There will be enormous opportunity to substantially upgrade SaaS teaching tools, as anybody who has used Blackboard can attest.
(I’m always here for dragging on Blackboard.)
Not sure how this dynamic applies to Australia where many of our Universities are already massive. The idea that there are a small number of ringers, or superstar teachers, who are the shining lights, seems to be greatly influenced by model of the US system. In Australia, I’d expect to see the Matthew Effect of research prestige and funding continue to hold.
Act Sense Respond
Maciej Cegłowski, illustrating the Cynefin-suggested response for chaotic times:
warning people about these dangers today is like being concerned about black mold growing in the basement when the house is on fire. Yes, in the long run the elevated humidity poses a structural risk that may make the house uninhabitable, or at least a place no one wants to live. But right now, the house is on fire. We need to pour water on it.
But the public health potential of commandeering surveillance advertising is so great that we can’t dismiss it out of hand.
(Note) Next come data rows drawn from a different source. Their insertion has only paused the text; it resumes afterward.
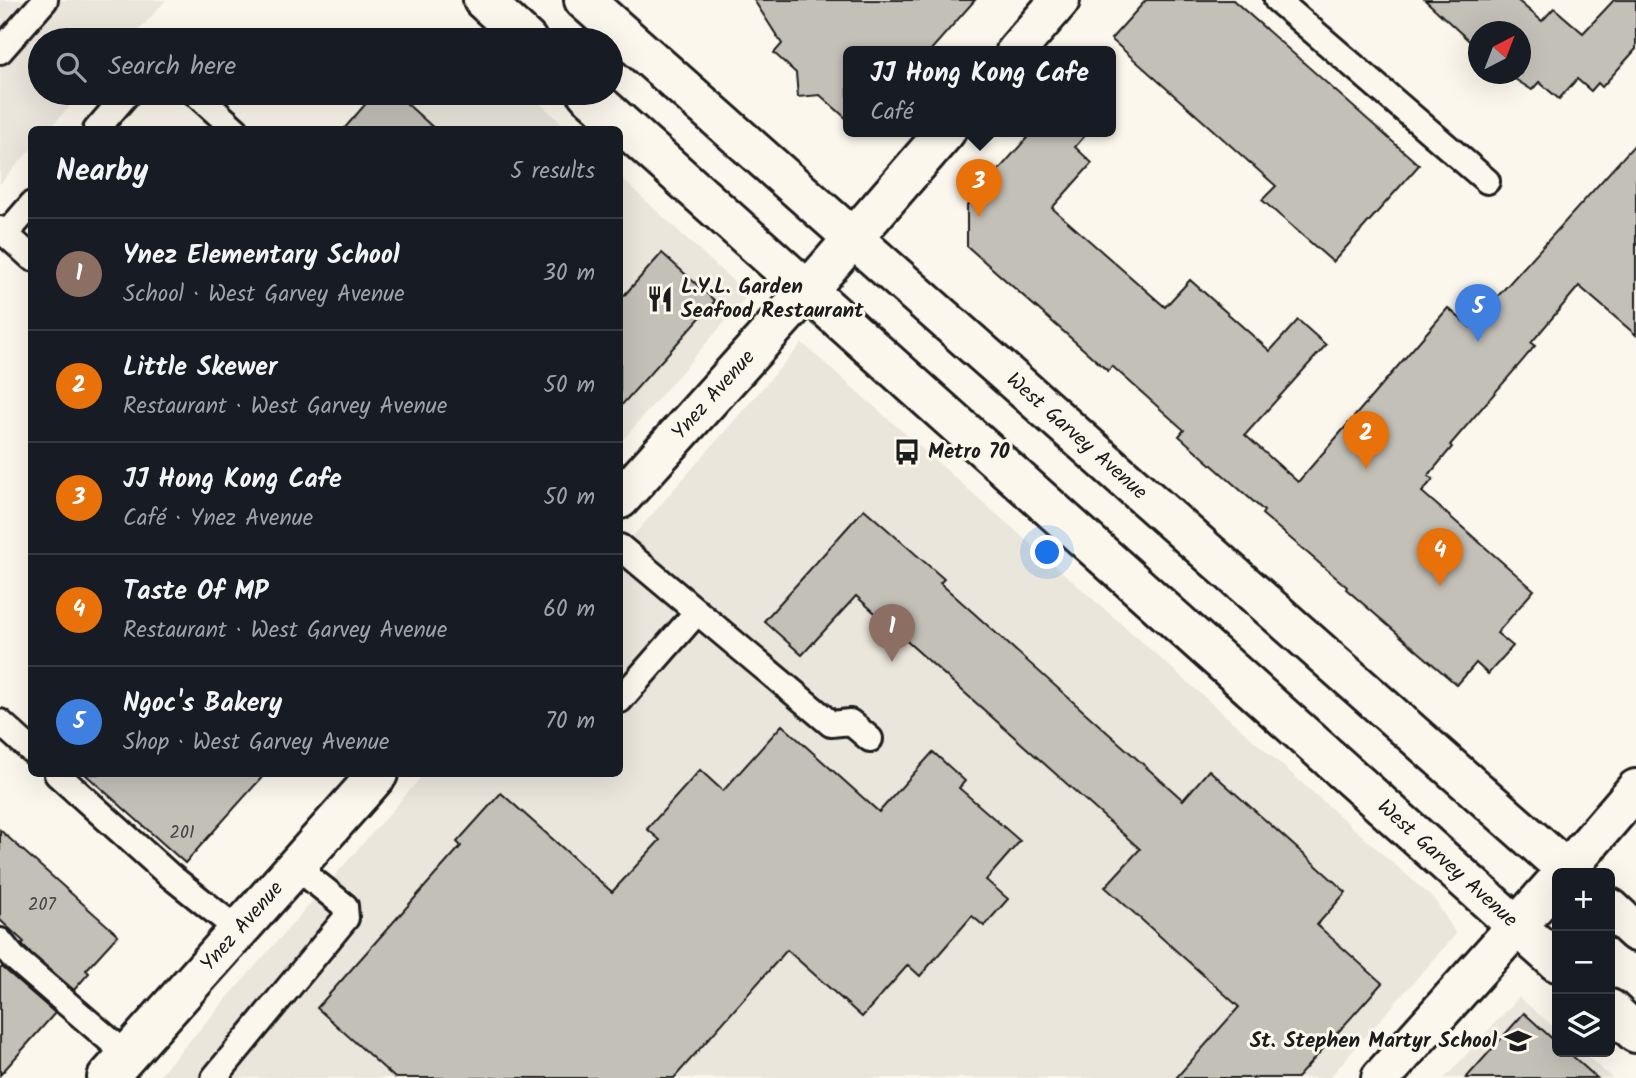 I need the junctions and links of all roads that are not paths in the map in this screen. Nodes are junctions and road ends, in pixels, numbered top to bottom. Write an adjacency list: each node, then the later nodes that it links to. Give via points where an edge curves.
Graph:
1 (45, 0): 10 (lane)
2 (482, 0): 6 (main road)
3 (584, 0): 7 (main road, West Garvey Avenue)
4 (1060, 0): 9 (main road)
5 (1277, 0): 17 (lane)
6 (514, 28)
7 (616, 28)
8 (623, 35): 20 (main road, West Garvey Avenue)
9 (1020, 46)
10 (0, 51)
11 (118, 105): 14 (lane)
12 (208, 105): 15 (lane)
13 (601, 105): 22 (main road, West Garvey Avenue)
14 (99, 126)
15 (232, 126)
16 (941, 137): 20 (main road, Ynez Avenue)
17 (1487, 181)
18 (28, 208): 19 (lane)
19 (3, 232): 21 (lane)
20 (852, 238): 22 (main road, Ynez Avenue); 34 (main road, West Garvey Avenue)
21 (28, 254)
22 (809, 289): 23 (main road, Ynez Avenue); 38 (main road, West Garvey Avenue)
23 (623, 496)
24 (623, 550): 25 (lane)
25 (696, 612): 26 (lane); 28 (lane, via 831,724 850,722)
26 (623, 696)
27 (0, 722): 29 (lane)
28 (870, 739)
29 (28, 747)
30 (60, 777): 39 (lane, via 168,874)
31 (375, 777): 33 (main road, Ynez Avenue)
32 (1636, 789): 35 (main road)
33 (295, 866): 39 (main road, Ynez Avenue); 46 (lane, via 345,906 346,918)
34 (1557, 868)
35 (1569, 868)
36 (1552, 887): 38 (main road)
37 (1615, 913): 40 (main road)
38 (1517, 926): 42 (main road, West Garvey Avenue); 47 (main road)
39 (238, 929): 45 (main road, Ynez Avenue)
40 (1636, 932)
41 (0, 941): 45 (lane)
42 (1552, 958)
43 (1615, 1014): 44 (main road)
44 (1636, 1033)
45 (117, 1066)
46 (214, 1078)
47 (1381, 1078)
I am a privacy activist, typing this through gritted teeth, but I am also a human being like you, watching a global calamity unfold around us. What is the point of building this surveillance architecture if we can’t use it to save lives in a scary emergency like this one?
Lost
Health officials in New York, California and other hard-hit parts of the country are restricting coronavirus testing to health care workers and the severely ill, saying the battle to contain the virus is lost and the country is moving into a new phase of the pandemic response.